Los domingos son los días del pueblo en La Paz. Las cholitas salen con sus mejores galas a pasear con los enamorados. Algunas prefieren bailar en discotecas modernas, a ritmos de cumbia mezclados con música andina. Otras se sientan en las plazas a comer frutas y maníes (cacahuates), recorren las ferias o van a fiestas populares. Y están las que acuden a espectáculos de lucha libre, instalados en barrios alejados del centro o en la vecina ciudad de El Alto. Allí fue que en 2004 Polonia leyó un día que el gimnasio de luchadores abriría sus puertas “a la gente común” e invitaba a entrenarse. “Yo fui sin dudar”, dice ahora, en el negocio que puso luego de dejar los puestos de artesanías y enchufes, para instalar un quiosco en el que vende comida; en la calle Murillo 826, entre Santa Cruz y Sagárnaga.
A nadie le llamó la atención que cholitas asistieran, ni imaginaron el morbo que despertaría en el público ver volar polleras y enaguas. Comenzaron los entrenamientos, las caídas, los golpes, las llaves. No todas aguantaron, y algunas desistieron por exigencia de sus esposos. “Un día hicimos un show para la prensa, gratis. Vinieron de la tele, de los periódicos, de las radios. Al día siguiente salimos en el diario La Razón”, recuerda Carmen Rosa, que en ese momento se llamaba Juana La India, “orgullo de su raza”, detrás del mostrador de un bar que atiende a mediodía. Rosa La Furiosa, María La Cachuk’ara, Petronila y Juana La India fueron las primeras en salir al ring. Julia La Paceña y Yolanda La Amorosa, ante el retiro de tres de las cuatro originales, entraron a las tablas; todas con hijos, con cuerpos poco atléticos y más de 30 años. Juan Mamani, El Gitano en las luchas, se atribuye el “descubrimiento”. Él fue quien abrió el gimnasio y lanzó la convocatoria, y él era quien pactaba las peleas de las nuevas estrellas. Las cholitas llegaron a Argentina, visitaron varias regiones de Perú e incluso una de ellas —Julia La Paceña— estuvo con Cristina Saralegui en el famoso show de la rubia. Filmaron dos películas con sus historias (Mamachas del ring y Cholita libre) y el vídeo pirata de sus luchas internacionales se vendió como pan caliente.

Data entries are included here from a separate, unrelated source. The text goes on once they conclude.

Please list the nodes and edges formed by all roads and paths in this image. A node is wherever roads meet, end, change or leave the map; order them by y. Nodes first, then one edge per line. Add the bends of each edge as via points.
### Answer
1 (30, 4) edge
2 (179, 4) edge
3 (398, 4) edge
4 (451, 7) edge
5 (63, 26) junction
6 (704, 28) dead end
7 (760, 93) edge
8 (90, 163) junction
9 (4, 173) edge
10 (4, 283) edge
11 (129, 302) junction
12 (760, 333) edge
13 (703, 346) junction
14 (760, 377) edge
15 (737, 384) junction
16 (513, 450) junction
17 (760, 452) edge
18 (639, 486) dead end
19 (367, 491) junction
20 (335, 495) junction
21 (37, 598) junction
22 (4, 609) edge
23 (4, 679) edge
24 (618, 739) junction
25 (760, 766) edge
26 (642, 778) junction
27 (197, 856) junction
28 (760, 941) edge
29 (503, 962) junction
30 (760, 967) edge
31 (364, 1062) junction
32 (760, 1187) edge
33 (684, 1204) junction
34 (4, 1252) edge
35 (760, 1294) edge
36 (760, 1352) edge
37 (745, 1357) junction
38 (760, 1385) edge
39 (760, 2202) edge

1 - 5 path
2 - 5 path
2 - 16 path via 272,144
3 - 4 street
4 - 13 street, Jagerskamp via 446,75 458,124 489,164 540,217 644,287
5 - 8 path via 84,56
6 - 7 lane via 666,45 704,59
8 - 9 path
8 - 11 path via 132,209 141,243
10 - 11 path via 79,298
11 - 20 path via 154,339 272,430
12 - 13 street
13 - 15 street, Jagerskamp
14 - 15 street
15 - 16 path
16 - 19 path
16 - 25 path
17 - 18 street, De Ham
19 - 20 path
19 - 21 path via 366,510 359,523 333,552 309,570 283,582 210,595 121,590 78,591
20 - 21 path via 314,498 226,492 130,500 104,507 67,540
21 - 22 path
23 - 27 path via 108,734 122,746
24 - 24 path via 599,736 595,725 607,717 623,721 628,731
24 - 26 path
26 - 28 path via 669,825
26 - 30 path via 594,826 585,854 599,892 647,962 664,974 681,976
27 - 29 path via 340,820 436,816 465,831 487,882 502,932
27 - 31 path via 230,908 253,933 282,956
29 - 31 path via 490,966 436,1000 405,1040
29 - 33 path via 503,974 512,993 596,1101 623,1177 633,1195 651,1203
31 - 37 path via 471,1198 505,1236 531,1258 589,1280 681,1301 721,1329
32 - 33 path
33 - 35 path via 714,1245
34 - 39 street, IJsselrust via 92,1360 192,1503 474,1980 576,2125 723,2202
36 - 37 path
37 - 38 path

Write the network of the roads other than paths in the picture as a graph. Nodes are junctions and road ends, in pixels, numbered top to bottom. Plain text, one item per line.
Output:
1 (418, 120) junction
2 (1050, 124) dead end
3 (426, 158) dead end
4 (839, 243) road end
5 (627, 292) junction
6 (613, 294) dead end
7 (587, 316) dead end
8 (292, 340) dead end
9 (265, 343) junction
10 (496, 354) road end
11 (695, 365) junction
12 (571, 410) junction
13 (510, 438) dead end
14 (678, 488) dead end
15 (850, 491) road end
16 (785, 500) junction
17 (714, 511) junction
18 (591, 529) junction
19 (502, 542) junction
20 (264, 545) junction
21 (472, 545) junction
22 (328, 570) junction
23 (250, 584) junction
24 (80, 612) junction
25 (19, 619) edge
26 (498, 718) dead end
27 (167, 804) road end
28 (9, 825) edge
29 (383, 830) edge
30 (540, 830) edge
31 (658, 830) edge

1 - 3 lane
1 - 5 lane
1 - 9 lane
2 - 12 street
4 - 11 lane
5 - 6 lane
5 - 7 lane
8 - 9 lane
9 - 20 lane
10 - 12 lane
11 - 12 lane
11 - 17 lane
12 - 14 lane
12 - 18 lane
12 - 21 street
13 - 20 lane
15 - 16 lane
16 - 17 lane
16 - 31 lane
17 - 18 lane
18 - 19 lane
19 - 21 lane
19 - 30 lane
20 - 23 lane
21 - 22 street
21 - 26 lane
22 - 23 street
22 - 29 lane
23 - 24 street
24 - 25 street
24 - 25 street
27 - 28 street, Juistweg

Domingo. La Ceja de El Alto es un hervidero de gente, la mayoría migrantes indígenas que llegan a la ciudad en busca de días mejores. Desde los cuatro mil metros de altura se ve La Paz, con casitas colgadas en los cerros y edificios gigantes en el centro. Al frente está el nevado Illimani, como pintado, esperando la foto. En las puertas del Multifuncional deportivo, la gente —especialmente niños— se agolpa esperando entrar para ver el espectáculo. Apenas son las dos de la tarde y vendedores de golosinas y cereales tostados dulces rondan como abejas a los futuros comensales. En unas horas más todos entrarán eufóricos a ganar un buen espacio. “Un día nos dimos cuenta que habíamos llegado a la fama porque nos llegaban más y más invitaciones para viajar con todo pagado”, recuerda Carmen Rosa. Y de la mano de ese éxito llegó el dinero. “Las primeras luchas nos pagaban 20 o 30 bolivianos (menos de cinco dólares), luego fue aumentando, pero nos enteramos que en un viaje a Perú le pagaron (al Gitano) mil 200 dólares y él apenas nos dio 200 para que nos repartiéramos entre cuatro. Después supimos que también cobraba por las entrevistas que nosotras dábamos. Yo empecé a descuidar a mi familia. A mi marido no le gustaba que yo luchara y a mis hijos tampoco, peor cuando viajaba. Muchas veces preferí la lucha antes que a ellos”, cuenta Carmen. Pero Óscar, su pareja, ahora es árbitro de las contiendas y lo presentan como Gato Montini. Con el tiempo aprendió que era mejor unirse que oponerse, y la rabia cedió cuando Polonia dejó de ser Juana La India para pasar a ser Carmen Rosa, en honor a su suegra, la madre de Óscar. Con ese nombre ganó el cinturón de campeona.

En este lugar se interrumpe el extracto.